Credit to Author: Enoch Root| Date: Tue, 21 Jun 2022 15:21:17 +0000
Data leaks have become alarmingly common of late. Cybercriminals use all kinds of tricks to gain access to databases and the records stored there. The most logical way to secure databases would be to use encryption, but this is often impractical. After all, the more often a service needs to access a database, the slower it will respond. And if that database is also encrypted, the response time may be even higher. And that’s not all — as was shown in a 2009 study of the main problems with database encryption. Fast forward to early June of this year, however, and the developers of the MongoDB database management system (DBMS) announced a breakthrough in their latest release: support for Queryable Encryption. Queryable Encryption is a way of storing data in encrypted form with acceptable query response times.
The brains behind the new technology belong to Seny Kamara, Associate Professor of Computer Science at Brown University (in Providence, Rhode Island State, in the U.S.A.), who has worked extensively on the application of reliable encryption in the real world. At the time his startup was acquired by MongoDB, his research was focused on developing a reliable method to protect databases without sacrificing performance.
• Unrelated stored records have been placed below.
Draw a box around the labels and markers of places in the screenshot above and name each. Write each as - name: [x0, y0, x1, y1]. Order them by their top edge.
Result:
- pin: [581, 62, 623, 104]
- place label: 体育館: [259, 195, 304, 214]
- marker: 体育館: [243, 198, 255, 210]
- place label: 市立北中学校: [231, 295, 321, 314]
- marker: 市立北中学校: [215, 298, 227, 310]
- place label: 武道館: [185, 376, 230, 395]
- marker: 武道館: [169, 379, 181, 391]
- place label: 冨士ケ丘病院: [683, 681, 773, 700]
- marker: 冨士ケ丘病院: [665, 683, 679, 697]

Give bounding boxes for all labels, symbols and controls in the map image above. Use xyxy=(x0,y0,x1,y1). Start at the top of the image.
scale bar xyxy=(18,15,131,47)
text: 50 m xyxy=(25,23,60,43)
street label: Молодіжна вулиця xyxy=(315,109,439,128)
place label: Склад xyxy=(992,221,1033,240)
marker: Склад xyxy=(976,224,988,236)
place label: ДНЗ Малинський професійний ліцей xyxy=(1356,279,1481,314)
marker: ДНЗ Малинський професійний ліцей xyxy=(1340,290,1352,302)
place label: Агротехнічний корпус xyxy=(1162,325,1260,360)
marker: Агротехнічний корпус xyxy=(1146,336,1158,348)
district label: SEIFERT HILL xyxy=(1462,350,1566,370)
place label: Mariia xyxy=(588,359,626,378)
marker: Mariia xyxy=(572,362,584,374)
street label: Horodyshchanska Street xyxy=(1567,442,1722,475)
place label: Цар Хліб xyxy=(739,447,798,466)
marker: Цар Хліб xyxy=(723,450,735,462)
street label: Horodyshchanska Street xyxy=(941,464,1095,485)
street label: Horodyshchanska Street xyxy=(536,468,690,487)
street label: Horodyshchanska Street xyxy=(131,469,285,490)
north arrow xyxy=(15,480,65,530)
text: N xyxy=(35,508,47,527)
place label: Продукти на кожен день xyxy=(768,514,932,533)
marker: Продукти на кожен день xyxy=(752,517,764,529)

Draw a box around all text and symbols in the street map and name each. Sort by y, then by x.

It’s no secret that database developers and operators have always prioritized speed and reliability over protection. For encryption experts, on the other hand, ensuring the impossibility of data decryption is the priority, while convenience plays second fiddle. Because of this, past solutions have seesawed between encrypting data either quickly but unreliably, or securely but painfully slowly. Kamara combines a scientific approach (that is, strong encryption) with the needs of real-life users (that is, fast response times). Here’s how it looks in MongoDB:
Suppose we need to retrieve data about a user based on their social security number. We take the SSN, encrypt it, and send it in encrypted form as part of the query to the database. In response, the database returns other information about the user: name, phone number, email address. Note that no decryption at all takes place on the database side. The query contains only encrypted data, as does the response. Importantly, the secret keys for decrypting the data are stored neither on the database server, nor on the client. This means that even if attackers gain access to the database, the users’ data is still safe.
A bright future — hopefully
If this is such a major issue, you ask, why have there been no database encryption solutions before? Well, there have been some, and they’ve been around for quite a while. But these were mostly performance-oriented, with encryption as a sideshow — for example, to demonstrate to regulators that protection had not been totally neglected. As such, existing solutions have a number of vulnerabilities. In particular, it was found that if an entire CryptDB-encrypted database were compromised, most of its contents could be decrypted. In other words, such encryption is a mild nuisance to hackers, nothing more. This solution, like others, has never been formally audited to determine the strength of its encryption method.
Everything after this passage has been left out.